Aromas, scents, and colors: The wine route is above all a multi-sensory experience. In 2016, more than ten million tourists participated in wine tourism by heading out to discover France’s wines.
The term “wine tourism” (or, much less commonly in English, “oenotourism”) designated the tasting of wines, and also visits to wineries that provide immersive experiences in the heart of wine country. Here are a couple suggestions of French wine routes in the various regions of France.
Alsace Wine Route
The Alsace Wine Route can be done by car, bike, or even on foot. It crosses the Haut-Rhin and the Bas-Rhin, passing through the Ballons des Vosges () Nature Park, Ballons being name of the small mountain of the Vosges mountain range. Along its 170 km length, it welcomes nearly two million wine tourists each year, enticed by its landscapes, wineries, castles, and “the most beautiful villages in France,” like Ribeauvillé, Riquewihr, Kayserberg and Eguisheim. With nearly 150 million bottles produced here each year, Alsace specializes in white wines.
The Bordeaux Wine Route
Reds, whites, rosés: The wines of the Bordeaux region benefit from a temperate climate, thanks to the humidity of the Atlantic. Médoc, Saint-Emilion, Pomerol, Fonsac, Entre-deux-Mers… there are 50 protected designation of origin (PDO) wines in this area. There are numerous different routes to crisscross the wine country of Bordeaux, to take advantage of the views along the Gironde estuary, Roman churches, and castles. The different products of the region and their history are also presented at the Cité du Vin, a museum specialized on the theme of the cultures and civilizations of wine.
The Burgundy Wine Route
Between Auxerrois and Mâconnais, the Burgundy wine country is spread out between the French départements of Yonne, Saône-et-Loire and Côte d’Or. The region boasts more than one hundred different PDO wines, like Chablis, which was first developed by the Romans in the second century BCE. Across the four routes (Yonne wineries, the grands crus of Burgundy, the grands vins and the wines of Mâconnais-Beaujolais), visitors will discover landscapes and grape varieties as well as sites recognized by UNESCO, like Vézelay, and the protected forests of the Morvan Natural Park.
Corsica Wine Route
The Corsica Wine Routes starts at the Cap Corse (in the northern part of the island), passes through Calvi and Ajaccio to arrive in Figari near the south end of the island. The island boasts nine PDO wines like Patrimonio or Cap Corse Muscat. The vinicultural tradition here dates back to ancient times; about 30 different native wines are still produced here. The exceptional level of sunniness on the “Island of Beauty” and its geological features can be tasted in the wines the region produces.
The Jura Wine Route
With it reds, rosé, white, yellow, and bubbly wines, like Crémant du Jura, the Jura region offers a mosaic of very diverse aromas. Among them is the very first French PDO product, obtained in 1936 by Arbois, where red wines are produced. The region also offers a richness of landscapes: the cascades of Baume-les-Messieurs, the castles of Frontenay and Rosay, or Salines of Salins-les-Bains.
The Provence Wine Route
Well-known for its rosé wines, Provence is also a land of white wines. From the Alps to the Mediterranean, the Provence wine country stretches over 200 km and crisscross numerous remarkable sites like the Sainte-Victoire Mountain or the massif of the Sainte-Baume. Developed by the Provence Wines Route and the Chamber of Agriculture, the digital application “Destination Vins de Provence,” which becomes available this July 2020, offers numerous suggestions for visits of wineries, restaurants, wine cellars, and wine bars in the region. Finally, in addition to the region’s olive groves and its hilly terrain, the region is well-known for its beautiful beaches and inlets.

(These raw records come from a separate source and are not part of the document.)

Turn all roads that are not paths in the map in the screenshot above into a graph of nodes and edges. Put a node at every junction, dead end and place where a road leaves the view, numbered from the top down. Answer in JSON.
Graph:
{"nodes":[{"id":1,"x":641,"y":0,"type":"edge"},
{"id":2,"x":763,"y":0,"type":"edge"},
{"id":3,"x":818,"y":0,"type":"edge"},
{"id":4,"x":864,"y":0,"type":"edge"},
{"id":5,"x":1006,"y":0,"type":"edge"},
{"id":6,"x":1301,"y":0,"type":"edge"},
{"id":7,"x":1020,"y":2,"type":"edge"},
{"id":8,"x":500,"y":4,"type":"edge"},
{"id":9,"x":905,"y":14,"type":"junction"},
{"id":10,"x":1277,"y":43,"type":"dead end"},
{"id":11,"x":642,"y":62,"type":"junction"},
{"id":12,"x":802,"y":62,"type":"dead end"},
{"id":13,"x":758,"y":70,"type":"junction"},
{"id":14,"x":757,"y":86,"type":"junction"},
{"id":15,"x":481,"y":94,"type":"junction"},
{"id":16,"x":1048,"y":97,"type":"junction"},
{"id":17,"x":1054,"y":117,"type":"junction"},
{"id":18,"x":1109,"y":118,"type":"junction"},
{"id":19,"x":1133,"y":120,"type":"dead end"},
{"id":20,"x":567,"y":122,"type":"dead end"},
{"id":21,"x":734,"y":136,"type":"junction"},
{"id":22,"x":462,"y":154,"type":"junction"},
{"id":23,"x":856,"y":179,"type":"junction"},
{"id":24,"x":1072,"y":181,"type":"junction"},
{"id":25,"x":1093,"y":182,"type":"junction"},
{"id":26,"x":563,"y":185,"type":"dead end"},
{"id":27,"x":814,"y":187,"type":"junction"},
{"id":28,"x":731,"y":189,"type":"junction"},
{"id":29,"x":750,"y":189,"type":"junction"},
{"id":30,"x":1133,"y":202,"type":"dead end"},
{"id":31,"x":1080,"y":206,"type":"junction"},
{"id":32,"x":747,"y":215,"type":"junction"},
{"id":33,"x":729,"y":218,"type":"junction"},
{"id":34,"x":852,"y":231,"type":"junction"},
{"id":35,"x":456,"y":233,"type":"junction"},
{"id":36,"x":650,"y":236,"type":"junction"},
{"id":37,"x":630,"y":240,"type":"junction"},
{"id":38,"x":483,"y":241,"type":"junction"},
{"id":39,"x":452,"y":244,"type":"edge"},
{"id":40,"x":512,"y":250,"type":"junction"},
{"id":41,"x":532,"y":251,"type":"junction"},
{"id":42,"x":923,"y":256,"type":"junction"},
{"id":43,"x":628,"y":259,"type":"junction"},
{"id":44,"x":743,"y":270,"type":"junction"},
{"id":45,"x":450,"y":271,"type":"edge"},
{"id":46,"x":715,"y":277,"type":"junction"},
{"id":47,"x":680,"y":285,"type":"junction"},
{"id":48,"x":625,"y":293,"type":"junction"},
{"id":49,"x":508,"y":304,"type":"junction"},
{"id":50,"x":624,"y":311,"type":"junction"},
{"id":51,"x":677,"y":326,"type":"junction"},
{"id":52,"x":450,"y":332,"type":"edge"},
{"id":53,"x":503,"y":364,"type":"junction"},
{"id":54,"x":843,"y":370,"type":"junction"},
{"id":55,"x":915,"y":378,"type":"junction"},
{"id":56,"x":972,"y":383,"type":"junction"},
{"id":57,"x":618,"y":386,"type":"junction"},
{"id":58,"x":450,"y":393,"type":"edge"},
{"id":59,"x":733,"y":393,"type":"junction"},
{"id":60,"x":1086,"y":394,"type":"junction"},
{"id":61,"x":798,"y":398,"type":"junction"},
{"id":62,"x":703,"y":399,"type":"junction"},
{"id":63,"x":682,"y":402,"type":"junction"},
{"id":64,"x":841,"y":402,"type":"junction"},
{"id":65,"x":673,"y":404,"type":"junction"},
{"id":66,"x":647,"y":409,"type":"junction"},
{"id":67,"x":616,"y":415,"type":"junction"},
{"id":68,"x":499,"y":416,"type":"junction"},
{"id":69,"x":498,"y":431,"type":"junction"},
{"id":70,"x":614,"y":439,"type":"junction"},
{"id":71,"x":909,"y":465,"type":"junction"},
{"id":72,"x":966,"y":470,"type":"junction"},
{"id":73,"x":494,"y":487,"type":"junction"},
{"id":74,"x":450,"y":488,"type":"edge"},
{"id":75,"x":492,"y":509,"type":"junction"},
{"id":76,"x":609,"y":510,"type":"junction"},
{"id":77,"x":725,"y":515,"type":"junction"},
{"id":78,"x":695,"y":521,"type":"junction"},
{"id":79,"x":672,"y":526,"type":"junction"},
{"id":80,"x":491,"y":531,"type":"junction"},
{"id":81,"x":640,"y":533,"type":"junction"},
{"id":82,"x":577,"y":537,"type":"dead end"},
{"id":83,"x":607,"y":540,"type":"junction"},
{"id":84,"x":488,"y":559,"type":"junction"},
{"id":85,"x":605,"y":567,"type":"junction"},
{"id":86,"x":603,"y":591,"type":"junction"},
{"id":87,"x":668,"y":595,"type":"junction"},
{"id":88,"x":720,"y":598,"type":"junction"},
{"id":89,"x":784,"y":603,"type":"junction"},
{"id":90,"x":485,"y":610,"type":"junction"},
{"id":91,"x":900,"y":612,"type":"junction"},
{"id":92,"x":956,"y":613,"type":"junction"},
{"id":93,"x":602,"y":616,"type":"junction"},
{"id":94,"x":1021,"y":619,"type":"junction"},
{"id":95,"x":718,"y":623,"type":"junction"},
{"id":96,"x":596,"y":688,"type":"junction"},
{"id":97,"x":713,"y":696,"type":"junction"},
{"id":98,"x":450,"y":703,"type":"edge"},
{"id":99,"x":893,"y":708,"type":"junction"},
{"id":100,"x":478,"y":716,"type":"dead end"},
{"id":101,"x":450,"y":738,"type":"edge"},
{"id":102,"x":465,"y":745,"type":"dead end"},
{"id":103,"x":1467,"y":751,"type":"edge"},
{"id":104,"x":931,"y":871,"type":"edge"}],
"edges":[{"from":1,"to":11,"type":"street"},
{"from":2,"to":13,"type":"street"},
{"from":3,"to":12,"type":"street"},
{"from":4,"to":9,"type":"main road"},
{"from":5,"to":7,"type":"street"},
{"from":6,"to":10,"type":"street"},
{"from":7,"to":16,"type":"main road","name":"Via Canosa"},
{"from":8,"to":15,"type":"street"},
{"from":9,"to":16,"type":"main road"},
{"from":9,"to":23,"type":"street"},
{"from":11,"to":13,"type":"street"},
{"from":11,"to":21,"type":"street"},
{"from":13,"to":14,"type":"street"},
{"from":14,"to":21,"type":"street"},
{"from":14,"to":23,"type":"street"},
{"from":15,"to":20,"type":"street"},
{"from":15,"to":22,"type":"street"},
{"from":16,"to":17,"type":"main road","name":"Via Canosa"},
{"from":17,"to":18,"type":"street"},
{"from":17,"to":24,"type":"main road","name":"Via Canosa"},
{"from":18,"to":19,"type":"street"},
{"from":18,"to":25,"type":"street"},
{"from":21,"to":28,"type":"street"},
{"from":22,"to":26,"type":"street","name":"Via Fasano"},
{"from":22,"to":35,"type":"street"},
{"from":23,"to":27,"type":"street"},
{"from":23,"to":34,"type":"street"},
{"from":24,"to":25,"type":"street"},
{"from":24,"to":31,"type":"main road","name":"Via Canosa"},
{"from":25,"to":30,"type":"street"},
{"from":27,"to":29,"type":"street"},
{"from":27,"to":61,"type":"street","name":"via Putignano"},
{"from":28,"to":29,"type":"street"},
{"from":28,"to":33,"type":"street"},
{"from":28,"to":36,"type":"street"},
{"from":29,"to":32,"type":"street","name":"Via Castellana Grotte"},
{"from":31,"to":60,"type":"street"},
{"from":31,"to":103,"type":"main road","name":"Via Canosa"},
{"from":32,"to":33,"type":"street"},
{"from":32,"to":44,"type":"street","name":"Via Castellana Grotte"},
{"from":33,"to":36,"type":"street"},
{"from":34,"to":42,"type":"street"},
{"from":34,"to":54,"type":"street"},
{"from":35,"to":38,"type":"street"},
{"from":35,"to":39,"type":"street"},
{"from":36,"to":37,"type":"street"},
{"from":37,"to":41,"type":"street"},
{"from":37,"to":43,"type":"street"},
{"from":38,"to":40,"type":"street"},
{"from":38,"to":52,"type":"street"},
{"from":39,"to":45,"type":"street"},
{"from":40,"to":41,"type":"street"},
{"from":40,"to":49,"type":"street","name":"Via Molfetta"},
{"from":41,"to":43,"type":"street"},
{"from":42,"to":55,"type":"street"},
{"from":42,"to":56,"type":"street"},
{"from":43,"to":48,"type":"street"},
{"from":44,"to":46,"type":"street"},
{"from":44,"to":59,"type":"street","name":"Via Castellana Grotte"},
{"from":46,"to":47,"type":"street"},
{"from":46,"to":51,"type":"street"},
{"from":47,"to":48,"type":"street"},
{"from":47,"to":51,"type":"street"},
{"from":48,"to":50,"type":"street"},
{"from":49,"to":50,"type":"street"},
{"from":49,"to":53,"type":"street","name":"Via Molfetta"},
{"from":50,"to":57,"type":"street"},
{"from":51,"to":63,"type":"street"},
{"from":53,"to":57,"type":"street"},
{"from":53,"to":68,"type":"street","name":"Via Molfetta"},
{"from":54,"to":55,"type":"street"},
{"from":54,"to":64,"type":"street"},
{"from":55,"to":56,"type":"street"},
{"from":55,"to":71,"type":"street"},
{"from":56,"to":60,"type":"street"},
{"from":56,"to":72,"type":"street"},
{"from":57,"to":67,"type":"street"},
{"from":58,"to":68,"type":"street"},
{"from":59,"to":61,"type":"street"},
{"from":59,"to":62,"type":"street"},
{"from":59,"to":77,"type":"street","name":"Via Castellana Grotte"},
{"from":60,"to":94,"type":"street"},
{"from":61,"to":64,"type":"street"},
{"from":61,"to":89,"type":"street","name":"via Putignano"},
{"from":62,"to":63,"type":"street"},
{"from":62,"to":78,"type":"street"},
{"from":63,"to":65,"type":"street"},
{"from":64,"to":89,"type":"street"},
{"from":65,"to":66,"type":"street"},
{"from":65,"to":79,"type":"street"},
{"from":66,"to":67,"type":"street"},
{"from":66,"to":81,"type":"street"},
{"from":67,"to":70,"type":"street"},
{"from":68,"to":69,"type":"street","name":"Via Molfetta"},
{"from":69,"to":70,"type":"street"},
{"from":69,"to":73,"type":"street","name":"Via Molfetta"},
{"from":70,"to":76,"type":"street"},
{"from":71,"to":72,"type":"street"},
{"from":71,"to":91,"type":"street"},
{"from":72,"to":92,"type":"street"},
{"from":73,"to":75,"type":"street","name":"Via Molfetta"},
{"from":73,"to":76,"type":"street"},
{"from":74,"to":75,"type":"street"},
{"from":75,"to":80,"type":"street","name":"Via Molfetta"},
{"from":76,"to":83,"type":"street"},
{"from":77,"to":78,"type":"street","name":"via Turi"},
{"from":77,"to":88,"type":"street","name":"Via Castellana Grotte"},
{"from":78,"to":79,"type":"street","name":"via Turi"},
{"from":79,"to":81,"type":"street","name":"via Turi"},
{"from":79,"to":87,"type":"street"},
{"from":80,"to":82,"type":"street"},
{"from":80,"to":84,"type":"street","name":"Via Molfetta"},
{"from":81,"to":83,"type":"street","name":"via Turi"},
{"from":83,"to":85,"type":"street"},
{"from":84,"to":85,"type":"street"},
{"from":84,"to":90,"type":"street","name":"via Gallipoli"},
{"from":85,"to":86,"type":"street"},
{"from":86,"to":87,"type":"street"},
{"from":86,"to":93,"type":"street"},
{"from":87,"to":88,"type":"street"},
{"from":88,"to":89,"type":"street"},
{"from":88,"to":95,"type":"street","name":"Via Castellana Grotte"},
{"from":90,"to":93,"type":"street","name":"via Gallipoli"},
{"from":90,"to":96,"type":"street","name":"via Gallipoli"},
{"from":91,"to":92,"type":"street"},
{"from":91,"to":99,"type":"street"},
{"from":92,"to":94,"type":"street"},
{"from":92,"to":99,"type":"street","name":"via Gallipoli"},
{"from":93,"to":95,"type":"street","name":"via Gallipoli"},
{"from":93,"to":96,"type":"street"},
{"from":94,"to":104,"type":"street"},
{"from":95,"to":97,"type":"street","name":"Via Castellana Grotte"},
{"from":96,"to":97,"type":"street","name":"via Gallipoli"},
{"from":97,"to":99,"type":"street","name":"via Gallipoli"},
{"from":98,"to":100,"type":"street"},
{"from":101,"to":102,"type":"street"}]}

The Loire Valley Wine Route
The Loire crisscrosses a large viticultural region that can be visited by bike or even houseboat. The cultural excursions are numerous: Castles, orangeries, abbeys, wineries. From Chalonnes-sur-Loire to Sully-sur-Loire, Loire Valley wineries are located in an exceptional landscape that is itself inscribed as a world cultural heritage by UNESCO. This region possesses a palette of very diverse wines due to its numerous microclimates, generated notably by oceanic influence.